Stored data:
>>>

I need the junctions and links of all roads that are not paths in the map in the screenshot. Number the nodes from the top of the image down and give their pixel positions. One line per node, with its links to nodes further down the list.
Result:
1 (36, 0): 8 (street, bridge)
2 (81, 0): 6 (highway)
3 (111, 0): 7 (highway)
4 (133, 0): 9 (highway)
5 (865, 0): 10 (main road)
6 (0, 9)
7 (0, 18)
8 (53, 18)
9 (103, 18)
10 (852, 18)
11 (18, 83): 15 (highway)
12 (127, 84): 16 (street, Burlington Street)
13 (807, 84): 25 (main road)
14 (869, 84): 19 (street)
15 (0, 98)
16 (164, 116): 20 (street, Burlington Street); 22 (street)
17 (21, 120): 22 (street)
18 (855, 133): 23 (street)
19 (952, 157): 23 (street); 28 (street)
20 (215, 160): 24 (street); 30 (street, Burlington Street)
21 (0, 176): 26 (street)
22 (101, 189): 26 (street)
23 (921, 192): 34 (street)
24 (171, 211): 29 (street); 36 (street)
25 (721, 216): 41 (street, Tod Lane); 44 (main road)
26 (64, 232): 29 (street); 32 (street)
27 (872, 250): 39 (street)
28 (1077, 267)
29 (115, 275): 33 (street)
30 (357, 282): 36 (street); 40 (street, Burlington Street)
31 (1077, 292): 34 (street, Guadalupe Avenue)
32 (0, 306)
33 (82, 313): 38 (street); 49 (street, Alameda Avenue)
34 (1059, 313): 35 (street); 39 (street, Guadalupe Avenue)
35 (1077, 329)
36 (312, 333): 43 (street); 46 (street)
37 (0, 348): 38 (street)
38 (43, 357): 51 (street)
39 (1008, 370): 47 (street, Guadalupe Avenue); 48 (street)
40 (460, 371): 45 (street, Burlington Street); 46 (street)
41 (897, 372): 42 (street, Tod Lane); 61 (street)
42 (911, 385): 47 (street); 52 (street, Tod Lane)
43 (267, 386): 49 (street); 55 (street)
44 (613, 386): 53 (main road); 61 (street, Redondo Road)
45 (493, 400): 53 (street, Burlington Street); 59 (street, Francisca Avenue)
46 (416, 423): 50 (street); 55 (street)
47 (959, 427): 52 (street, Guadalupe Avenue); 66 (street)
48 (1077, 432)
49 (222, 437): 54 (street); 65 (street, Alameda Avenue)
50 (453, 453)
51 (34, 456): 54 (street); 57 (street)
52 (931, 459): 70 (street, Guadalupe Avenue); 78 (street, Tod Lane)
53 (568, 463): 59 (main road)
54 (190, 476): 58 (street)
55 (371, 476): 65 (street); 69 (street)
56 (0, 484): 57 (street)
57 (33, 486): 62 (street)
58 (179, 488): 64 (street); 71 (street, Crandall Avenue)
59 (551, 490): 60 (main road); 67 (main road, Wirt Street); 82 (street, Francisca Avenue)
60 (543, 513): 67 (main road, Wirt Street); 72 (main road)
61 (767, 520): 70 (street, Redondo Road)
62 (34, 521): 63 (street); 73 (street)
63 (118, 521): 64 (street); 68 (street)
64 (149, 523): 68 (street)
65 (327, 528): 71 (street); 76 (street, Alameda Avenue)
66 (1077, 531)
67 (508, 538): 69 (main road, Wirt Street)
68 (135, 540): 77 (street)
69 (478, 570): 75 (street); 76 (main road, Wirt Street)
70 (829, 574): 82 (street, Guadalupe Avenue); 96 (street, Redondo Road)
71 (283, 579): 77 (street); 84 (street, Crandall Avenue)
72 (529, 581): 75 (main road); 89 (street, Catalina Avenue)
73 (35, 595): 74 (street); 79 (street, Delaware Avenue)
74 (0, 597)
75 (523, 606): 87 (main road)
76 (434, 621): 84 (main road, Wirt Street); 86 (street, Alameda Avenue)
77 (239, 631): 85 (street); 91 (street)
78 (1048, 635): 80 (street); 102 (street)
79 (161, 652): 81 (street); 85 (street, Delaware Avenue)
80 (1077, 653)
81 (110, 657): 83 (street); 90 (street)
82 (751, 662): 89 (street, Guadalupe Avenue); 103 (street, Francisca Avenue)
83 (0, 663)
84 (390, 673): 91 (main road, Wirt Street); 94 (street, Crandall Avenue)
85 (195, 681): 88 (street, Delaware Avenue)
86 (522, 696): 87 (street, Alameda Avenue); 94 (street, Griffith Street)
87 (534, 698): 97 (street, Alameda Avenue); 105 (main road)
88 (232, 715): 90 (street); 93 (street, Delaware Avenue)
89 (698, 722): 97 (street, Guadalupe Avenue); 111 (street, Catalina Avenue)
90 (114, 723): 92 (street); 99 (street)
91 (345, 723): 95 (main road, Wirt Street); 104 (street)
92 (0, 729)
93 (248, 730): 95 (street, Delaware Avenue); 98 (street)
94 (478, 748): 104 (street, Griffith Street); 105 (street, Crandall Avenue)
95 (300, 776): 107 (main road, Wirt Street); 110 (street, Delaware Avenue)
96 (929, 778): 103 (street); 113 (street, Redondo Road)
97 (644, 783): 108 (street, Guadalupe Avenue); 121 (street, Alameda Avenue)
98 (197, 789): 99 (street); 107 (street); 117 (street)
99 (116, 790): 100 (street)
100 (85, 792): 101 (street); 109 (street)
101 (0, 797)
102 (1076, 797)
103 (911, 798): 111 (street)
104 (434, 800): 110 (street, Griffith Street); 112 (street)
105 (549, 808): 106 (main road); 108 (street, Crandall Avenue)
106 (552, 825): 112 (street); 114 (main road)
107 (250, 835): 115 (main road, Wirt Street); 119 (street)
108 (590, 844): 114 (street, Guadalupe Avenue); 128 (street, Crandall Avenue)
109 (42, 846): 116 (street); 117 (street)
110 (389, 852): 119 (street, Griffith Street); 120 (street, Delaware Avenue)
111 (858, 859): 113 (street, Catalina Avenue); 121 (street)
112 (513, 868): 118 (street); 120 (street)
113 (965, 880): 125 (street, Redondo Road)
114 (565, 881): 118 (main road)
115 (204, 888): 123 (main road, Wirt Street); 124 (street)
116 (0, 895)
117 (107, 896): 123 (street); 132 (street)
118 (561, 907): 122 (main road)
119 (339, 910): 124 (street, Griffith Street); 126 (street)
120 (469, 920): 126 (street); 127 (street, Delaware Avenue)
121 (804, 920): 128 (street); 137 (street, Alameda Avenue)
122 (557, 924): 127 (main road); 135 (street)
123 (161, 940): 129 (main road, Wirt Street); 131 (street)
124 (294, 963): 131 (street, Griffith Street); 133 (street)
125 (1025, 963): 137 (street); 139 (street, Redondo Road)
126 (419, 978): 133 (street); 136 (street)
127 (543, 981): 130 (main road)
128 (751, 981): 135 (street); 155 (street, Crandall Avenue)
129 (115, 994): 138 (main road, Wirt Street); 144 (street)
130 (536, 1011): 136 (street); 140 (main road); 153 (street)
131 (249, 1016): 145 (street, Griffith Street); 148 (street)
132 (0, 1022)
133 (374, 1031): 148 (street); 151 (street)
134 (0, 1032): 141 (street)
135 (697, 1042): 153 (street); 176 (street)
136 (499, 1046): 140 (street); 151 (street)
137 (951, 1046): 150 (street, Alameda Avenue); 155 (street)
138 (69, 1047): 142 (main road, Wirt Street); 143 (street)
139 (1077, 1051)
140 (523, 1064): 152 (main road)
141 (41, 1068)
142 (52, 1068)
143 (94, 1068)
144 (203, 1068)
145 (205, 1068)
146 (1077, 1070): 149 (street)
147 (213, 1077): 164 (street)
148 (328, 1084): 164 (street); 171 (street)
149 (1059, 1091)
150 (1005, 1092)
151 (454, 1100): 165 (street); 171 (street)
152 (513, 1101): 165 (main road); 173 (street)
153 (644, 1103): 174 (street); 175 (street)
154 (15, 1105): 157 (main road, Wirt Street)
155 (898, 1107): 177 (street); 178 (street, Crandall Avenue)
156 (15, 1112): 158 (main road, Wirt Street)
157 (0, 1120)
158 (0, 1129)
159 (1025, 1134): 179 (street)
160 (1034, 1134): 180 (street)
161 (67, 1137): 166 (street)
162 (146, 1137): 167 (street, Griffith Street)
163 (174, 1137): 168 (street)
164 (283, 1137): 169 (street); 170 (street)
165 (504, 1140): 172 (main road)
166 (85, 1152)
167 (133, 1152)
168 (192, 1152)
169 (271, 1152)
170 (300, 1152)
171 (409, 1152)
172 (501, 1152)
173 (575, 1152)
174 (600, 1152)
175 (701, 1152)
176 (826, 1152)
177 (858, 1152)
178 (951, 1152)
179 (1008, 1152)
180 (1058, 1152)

<<<

- _Task to carry out_:
Among the entries, how many lines include the string "Redondo"? Please reply with only the number.

- _Answer area_:
6